• _What is being asked_: Each line of the material must be repeated precisely, with the pictures left out.

• _Material shown_:
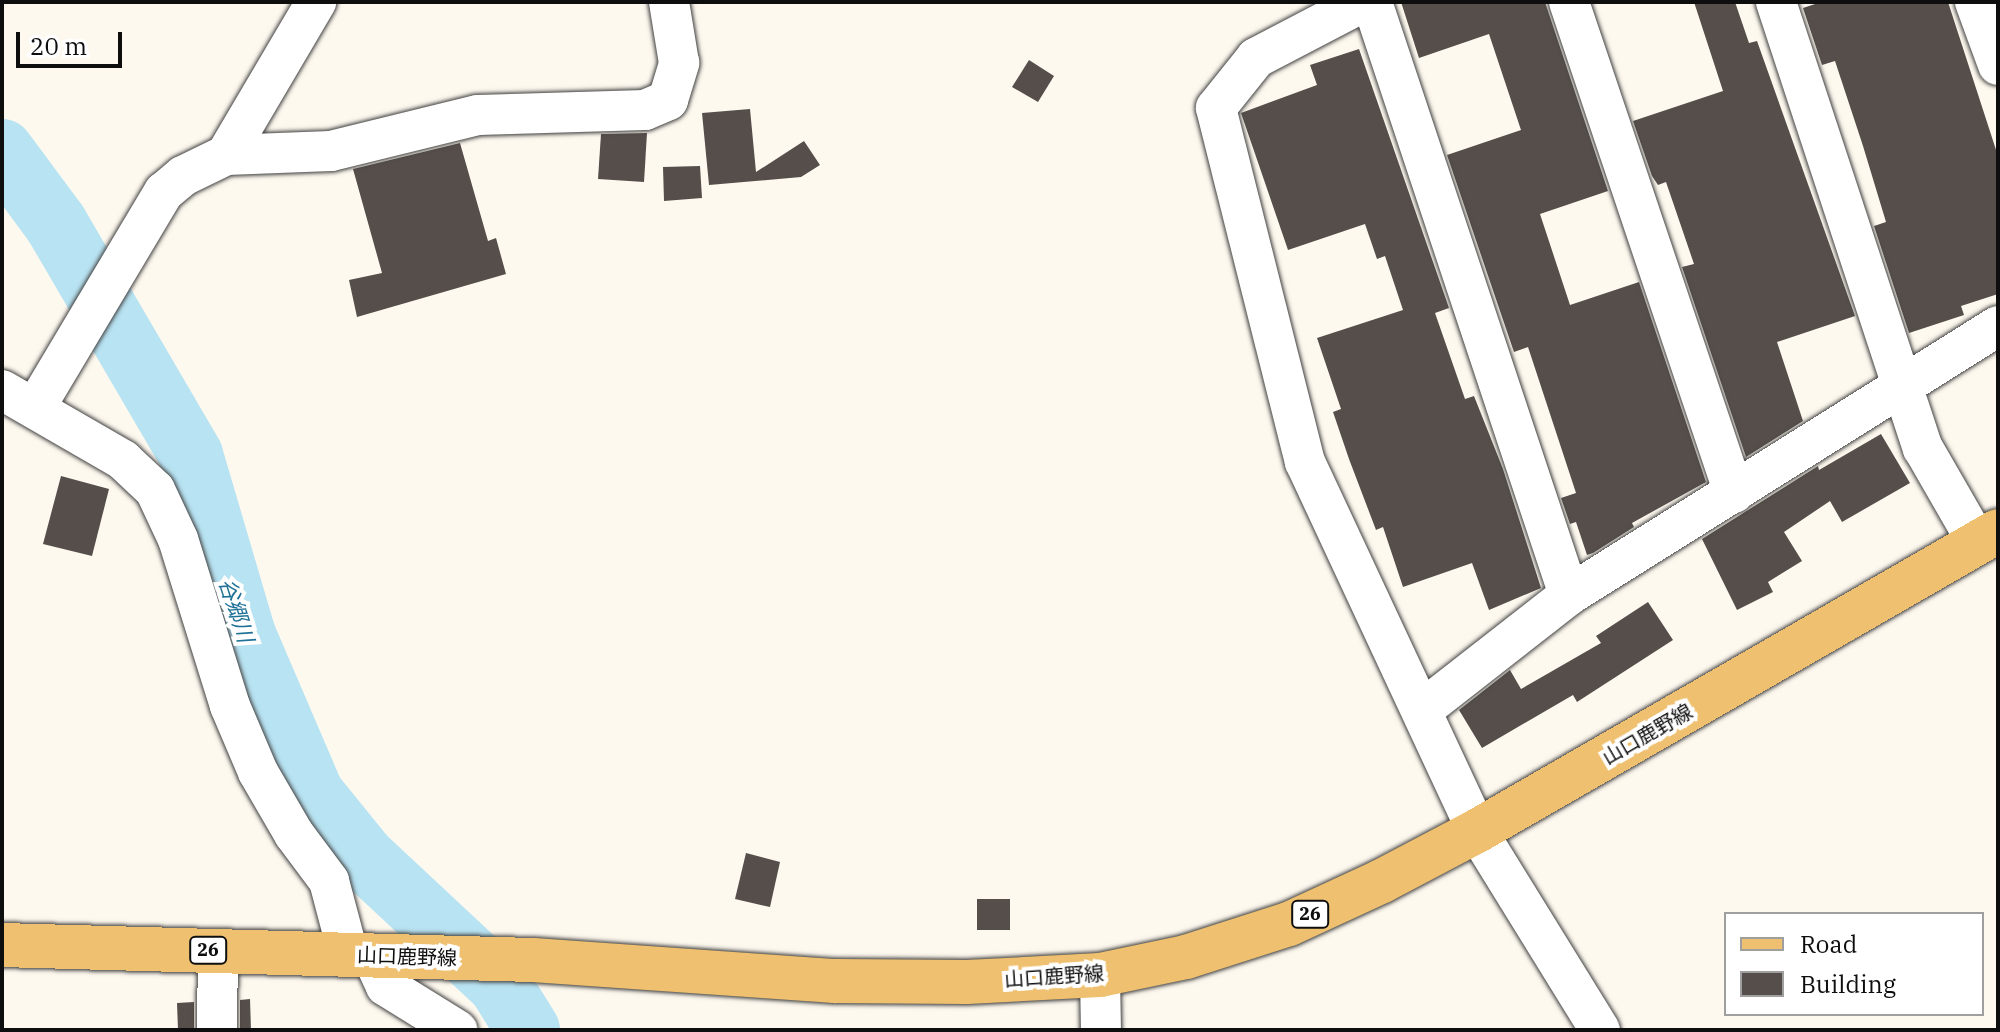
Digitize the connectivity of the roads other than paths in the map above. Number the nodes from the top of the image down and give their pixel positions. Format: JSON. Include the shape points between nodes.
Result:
{"nodes":[{"id":1,"x":316,"y":2,"type":"edge"},
{"id":2,"x":669,"y":2,"type":"edge"},
{"id":3,"x":1363,"y":2,"type":"edge"},
{"id":4,"x":1372,"y":2,"type":"edge"},
{"id":5,"x":1569,"y":2,"type":"edge"},
{"id":6,"x":1776,"y":2,"type":"edge"},
{"id":7,"x":1975,"y":2,"type":"edge"},
{"id":8,"x":1998,"y":65,"type":"edge"},
{"id":9,"x":226,"y":155,"type":"junction"},
{"id":10,"x":1998,"y":326,"type":"edge"},
{"id":11,"x":1903,"y":390,"type":"junction"},
{"id":12,"x":19,"y":399,"type":"edge"},
{"id":13,"x":1734,"y":493,"type":"junction"},
{"id":14,"x":1987,"y":537,"type":"edge"},
{"id":15,"x":1569,"y":595,"type":"junction"},
{"id":16,"x":1422,"y":710,"type":"junction"},
{"id":17,"x":1477,"y":831,"type":"junction"},
{"id":18,"x":2,"y":945,"type":"edge"},
{"id":19,"x":218,"y":950,"type":"junction"},
{"id":20,"x":377,"y":955,"type":"junction"},
{"id":21,"x":1100,"y":975,"type":"junction"},
{"id":22,"x":437,"y":1024,"type":"edge"},
{"id":23,"x":217,"y":1030,"type":"edge"},
{"id":24,"x":1101,"y":1030,"type":"edge"},
{"id":25,"x":1600,"y":1030,"type":"edge"}],
"edges":[{"from":1,"to":9,"type":"street"},
{"from":2,"to":9,"type":"street","via":[[679,63],[668,100],[645,110],[478,115],[331,151]]},
{"from":3,"to":16,"type":"street","via":[[1256,58],[1216,108],[1305,462]]},
{"from":4,"to":15,"type":"street"},
{"from":5,"to":13,"type":"street"},
{"from":6,"to":11,"type":"street"},
{"from":7,"to":8,"type":"street"},
{"from":9,"to":12,"type":"street","via":[[183,176],[164,192],[85,319]]},
{"from":10,"to":11,"type":"street"},
{"from":11,"to":13,"type":"street"},
{"from":11,"to":14,"type":"street","via":[[1923,448]]},
{"from":12,"to":20,"type":"street","via":[[123,460],[155,490],[178,539],[230,706],[265,784]]},
{"from":13,"to":15,"type":"street"},
{"from":14,"to":17,"type":"main road","name":"山口鹿野線","number":"26"},
{"from":15,"to":16,"type":"street"},
{"from":16,"to":17,"type":"street"},
{"from":17,"to":21,"type":"main road","name":"山口鹿野線","number":"26","via":[[1289,924],[1186,957]]},
{"from":17,"to":25,"type":"street"},
{"from":18,"to":19,"type":"main road","name":"山口鹿野線","number":"26"},
{"from":19,"to":20,"type":"main road","name":"山口鹿野線","number":"26"},
{"from":19,"to":23,"type":"street"},
{"from":20,"to":21,"type":"main road","name":"山口鹿野線","number":"26","via":[[835,981]]},
{"from":20,"to":22,"type":"street","via":[[386,986]]},
{"from":21,"to":24,"type":"street"}]}
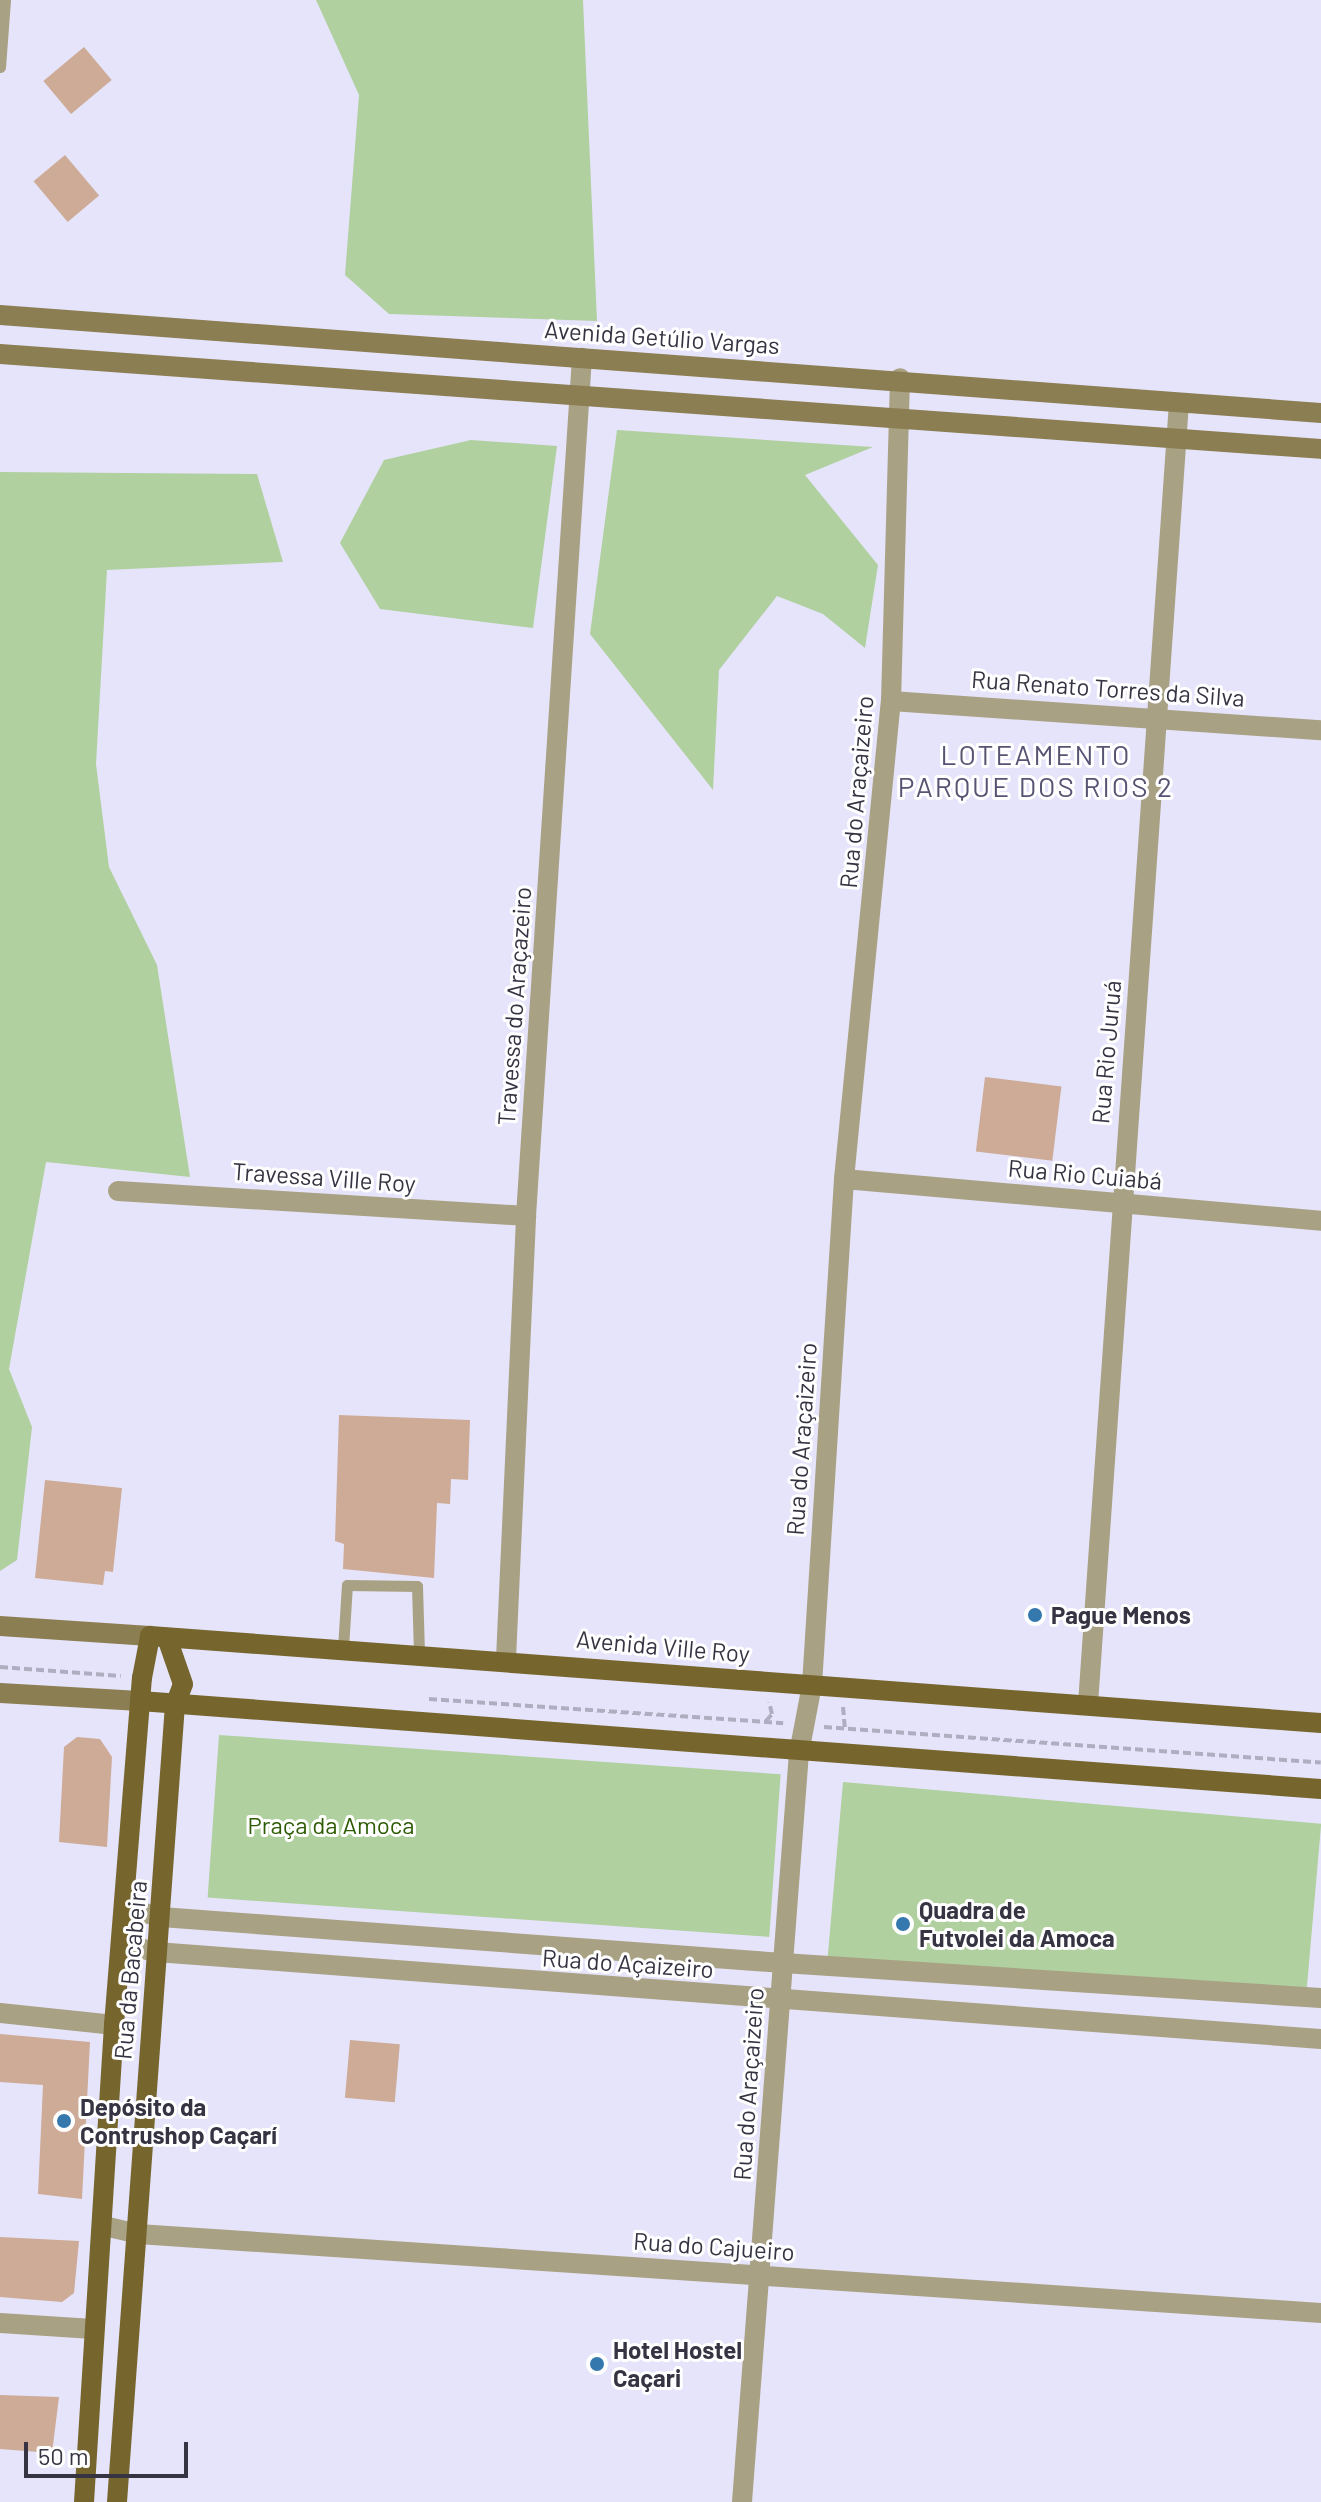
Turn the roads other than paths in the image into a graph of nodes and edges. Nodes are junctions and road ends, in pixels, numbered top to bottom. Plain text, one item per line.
1 (5, 0) edge
2 (0, 67) edge
3 (0, 315) edge
4 (0, 354) edge
5 (582, 358) junction
6 (900, 378) junction
7 (580, 397) junction
8 (1179, 403) junction
9 (1321, 413) edge
10 (899, 417) junction
11 (1177, 436) junction
12 (1321, 449) edge
13 (891, 701) junction
14 (1159, 715) junction
15 (1321, 730) edge
16 (844, 1179) junction
17 (118, 1191) dead end
18 (1120, 1203) junction
19 (526, 1216) junction
20 (1321, 1221) edge
21 (0, 1626) edge
22 (159, 1637) junction
23 (343, 1648) junction
24 (419, 1653) junction
25 (506, 1659) junction
26 (812, 1685) junction
27 (0, 1693) edge
28 (140, 1701) junction
29 (1088, 1704) junction
30 (175, 1705) junction
31 (1321, 1723) edge
32 (799, 1753) junction
33 (1321, 1789) edge
34 (127, 1909) junction
35 (161, 1917) junction
36 (123, 1944) junction
37 (156, 1952) junction
38 (783, 1963) junction
39 (1321, 1998) edge
40 (780, 2001) junction
41 (0, 2013) edge
42 (114, 2025) junction
43 (1321, 2039) edge
44 (104, 2226) junction
45 (138, 2234) junction
46 (759, 2276) junction
47 (1321, 2313) edge
48 (0, 2323) edge
49 (93, 2329) junction
50 (84, 2502) edge
51 (117, 2502) edge
52 (742, 2502) edge

1 - 2 lane
3 - 5 main road, Avenida Getúlio Vargas
4 - 7 main road
5 - 6 main road, Avenida Getúlio Vargas
5 - 7 street, Travessa do Araçazeiro
6 - 8 main road, Avenida Getúlio Vargas
6 - 10 street, Rua do Araçaizeiro
7 - 10 main road
7 - 19 street, Travessa do Araçazeiro
8 - 9 main road, Avenida Getúlio Vargas
8 - 11 street, Rua Rio Juruá
10 - 11 main road
10 - 13 street, Rua do Araçaizeiro
11 - 12 main road
11 - 14 street, Rua Rio Juruá
13 - 14 street, Rua Renato Torres da Silva
13 - 16 street, Rua do Araçaizeiro
14 - 15 street, Rua Renato Torres da Silva
14 - 18 street, Rua Rio Juruá
16 - 18 street, Rua Rio Cuiabá
16 - 26 street, Rua do Araçaizeiro
17 - 19 street, Travessa Ville Roy
18 - 20 street, Rua Rio Cuiabá
18 - 29 street, Rua Rio Juruá
19 - 25 street, Travessa do Araçazeiro
21 - 22 main road, Avenida Ville Roy
22 - 23 main road, Avenida Ville Roy
22 - 28 main road, Rua da Bacabeira
22 - 30 main road, Rua da Bacabeira
23 - 24 main road, Avenida Ville Roy
23 - 24 lane
24 - 25 main road, Avenida Ville Roy
25 - 26 main road, Avenida Ville Roy
26 - 29 main road, Avenida Ville Roy
26 - 32 street, Rua do Araçaizeiro
27 - 28 main road
28 - 30 main road
28 - 34 main road, Rua da Bacabeira
29 - 31 main road, Avenida Ville Roy
30 - 32 main road
30 - 35 main road, Rua da Bacabeira
32 - 33 main road
32 - 38 street, Rua do Araçaizeiro
34 - 35 street, Rua do Açaizeiro
34 - 36 main road, Rua da Bacabeira
35 - 37 main road, Rua da Bacabeira
35 - 38 street, Rua do Açaizeiro
36 - 37 street, Rua do Açaizeiro
36 - 42 main road, Rua da Bacabeira
37 - 40 street, Rua do Açaizeiro
37 - 45 main road, Rua da Bacabeira
38 - 39 street, Rua do Açaizeiro
38 - 40 street, Rua do Araçaizeiro
40 - 43 street, Rua do Açaizeiro
40 - 46 street, Rua do Araçaizeiro
41 - 42 street
42 - 44 main road, Rua da Bacabeira
44 - 45 street, Rua do Cajueiro
44 - 49 main road, Rua da Bacabeira
45 - 46 street, Rua do Cajueiro
45 - 51 main road, Rua da Bacabeira
46 - 47 street, Rua do Cajueiro
46 - 52 street, Rua do Araçaizeiro
48 - 49 street
49 - 50 main road, Rua da Bacabeira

• _Response to the exercise_:
Digitize the connectivity of the roads other than paths in the map above. Number the nodes from the top of the image down and give their pixel positions. Format: JSON. Include the shape points between nodes.
Result:
{"nodes":[{"id":1,"x":316,"y":2,"type":"edge"},
{"id":2,"x":669,"y":2,"type":"edge"},
{"id":3,"x":1363,"y":2,"type":"edge"},
{"id":4,"x":1372,"y":2,"type":"edge"},
{"id":5,"x":1569,"y":2,"type":"edge"},
{"id":6,"x":1776,"y":2,"type":"edge"},
{"id":7,"x":1975,"y":2,"type":"edge"},
{"id":8,"x":1998,"y":65,"type":"edge"},
{"id":9,"x":226,"y":155,"type":"junction"},
{"id":10,"x":1998,"y":326,"type":"edge"},
{"id":11,"x":1903,"y":390,"type":"junction"},
{"id":12,"x":19,"y":399,"type":"edge"},
{"id":13,"x":1734,"y":493,"type":"junction"},
{"id":14,"x":1987,"y":537,"type":"edge"},
{"id":15,"x":1569,"y":595,"type":"junction"},
{"id":16,"x":1422,"y":710,"type":"junction"},
{"id":17,"x":1477,"y":831,"type":"junction"},
{"id":18,"x":2,"y":945,"type":"edge"},
{"id":19,"x":218,"y":950,"type":"junction"},
{"id":20,"x":377,"y":955,"type":"junction"},
{"id":21,"x":1100,"y":975,"type":"junction"},
{"id":22,"x":437,"y":1024,"type":"edge"},
{"id":23,"x":217,"y":1030,"type":"edge"},
{"id":24,"x":1101,"y":1030,"type":"edge"},
{"id":25,"x":1600,"y":1030,"type":"edge"}],
"edges":[{"from":1,"to":9,"type":"street"},
{"from":2,"to":9,"type":"street","via":[[679,63],[668,100],[645,110],[478,115],[331,151]]},
{"from":3,"to":16,"type":"street","via":[[1256,58],[1216,108],[1305,462]]},
{"from":4,"to":15,"type":"street"},
{"from":5,"to":13,"type":"street"},
{"from":6,"to":11,"type":"street"},
{"from":7,"to":8,"type":"street"},
{"from":9,"to":12,"type":"street","via":[[183,176],[164,192],[85,319]]},
{"from":10,"to":11,"type":"street"},
{"from":11,"to":13,"type":"street"},
{"from":11,"to":14,"type":"street","via":[[1923,448]]},
{"from":12,"to":20,"type":"street","via":[[123,460],[155,490],[178,539],[230,706],[265,784]]},
{"from":13,"to":15,"type":"street"},
{"from":14,"to":17,"type":"main road","name":"山口鹿野線","number":"26"},
{"from":15,"to":16,"type":"street"},
{"from":16,"to":17,"type":"street"},
{"from":17,"to":21,"type":"main road","name":"山口鹿野線","number":"26","via":[[1289,924],[1186,957]]},
{"from":17,"to":25,"type":"street"},
{"from":18,"to":19,"type":"main road","name":"山口鹿野線","number":"26"},
{"from":19,"to":20,"type":"main road","name":"山口鹿野線","number":"26"},
{"from":19,"to":23,"type":"street"},
{"from":20,"to":21,"type":"main road","name":"山口鹿野線","number":"26","via":[[835,981]]},
{"from":20,"to":22,"type":"street","via":[[386,986]]},
{"from":21,"to":24,"type":"street"}]}
Turn the roads other than paths in the image into a graph of nodes and edges. Nodes are junctions and road ends, in pixels, numbered top to bottom. Plain text, one item per line.
1 (5, 0) edge
2 (0, 67) edge
3 (0, 315) edge
4 (0, 354) edge
5 (582, 358) junction
6 (900, 378) junction
7 (580, 397) junction
8 (1179, 403) junction
9 (1321, 413) edge
10 (899, 417) junction
11 (1177, 436) junction
12 (1321, 449) edge
13 (891, 701) junction
14 (1159, 715) junction
15 (1321, 730) edge
16 (844, 1179) junction
17 (118, 1191) dead end
18 (1120, 1203) junction
19 (526, 1216) junction
20 (1321, 1221) edge
21 (0, 1626) edge
22 (159, 1637) junction
23 (343, 1648) junction
24 (419, 1653) junction
25 (506, 1659) junction
26 (812, 1685) junction
27 (0, 1693) edge
28 (140, 1701) junction
29 (1088, 1704) junction
30 (175, 1705) junction
31 (1321, 1723) edge
32 (799, 1753) junction
33 (1321, 1789) edge
34 (127, 1909) junction
35 (161, 1917) junction
36 (123, 1944) junction
37 (156, 1952) junction
38 (783, 1963) junction
39 (1321, 1998) edge
40 (780, 2001) junction
41 (0, 2013) edge
42 (114, 2025) junction
43 (1321, 2039) edge
44 (104, 2226) junction
45 (138, 2234) junction
46 (759, 2276) junction
47 (1321, 2313) edge
48 (0, 2323) edge
49 (93, 2329) junction
50 (84, 2502) edge
51 (117, 2502) edge
52 (742, 2502) edge

1 - 2 lane
3 - 5 main road, Avenida Getúlio Vargas
4 - 7 main road
5 - 6 main road, Avenida Getúlio Vargas
5 - 7 street, Travessa do Araçazeiro
6 - 8 main road, Avenida Getúlio Vargas
6 - 10 street, Rua do Araçaizeiro
7 - 10 main road
7 - 19 street, Travessa do Araçazeiro
8 - 9 main road, Avenida Getúlio Vargas
8 - 11 street, Rua Rio Juruá
10 - 11 main road
10 - 13 street, Rua do Araçaizeiro
11 - 12 main road
11 - 14 street, Rua Rio Juruá
13 - 14 street, Rua Renato Torres da Silva
13 - 16 street, Rua do Araçaizeiro
14 - 15 street, Rua Renato Torres da Silva
14 - 18 street, Rua Rio Juruá
16 - 18 street, Rua Rio Cuiabá
16 - 26 street, Rua do Araçaizeiro
17 - 19 street, Travessa Ville Roy
18 - 20 street, Rua Rio Cuiabá
18 - 29 street, Rua Rio Juruá
19 - 25 street, Travessa do Araçazeiro
21 - 22 main road, Avenida Ville Roy
22 - 23 main road, Avenida Ville Roy
22 - 28 main road, Rua da Bacabeira
22 - 30 main road, Rua da Bacabeira
23 - 24 main road, Avenida Ville Roy
23 - 24 lane
24 - 25 main road, Avenida Ville Roy
25 - 26 main road, Avenida Ville Roy
26 - 29 main road, Avenida Ville Roy
26 - 32 street, Rua do Araçaizeiro
27 - 28 main road
28 - 30 main road
28 - 34 main road, Rua da Bacabeira
29 - 31 main road, Avenida Ville Roy
30 - 32 main road
30 - 35 main road, Rua da Bacabeira
32 - 33 main road
32 - 38 street, Rua do Araçaizeiro
34 - 35 street, Rua do Açaizeiro
34 - 36 main road, Rua da Bacabeira
35 - 37 main road, Rua da Bacabeira
35 - 38 street, Rua do Açaizeiro
36 - 37 street, Rua do Açaizeiro
36 - 42 main road, Rua da Bacabeira
37 - 40 street, Rua do Açaizeiro
37 - 45 main road, Rua da Bacabeira
38 - 39 street, Rua do Açaizeiro
38 - 40 street, Rua do Araçaizeiro
40 - 43 street, Rua do Açaizeiro
40 - 46 street, Rua do Araçaizeiro
41 - 42 street
42 - 44 main road, Rua da Bacabeira
44 - 45 street, Rua do Cajueiro
44 - 49 main road, Rua da Bacabeira
45 - 46 street, Rua do Cajueiro
45 - 51 main road, Rua da Bacabeira
46 - 47 street, Rua do Cajueiro
46 - 52 street, Rua do Araçaizeiro
48 - 49 street
49 - 50 main road, Rua da Bacabeira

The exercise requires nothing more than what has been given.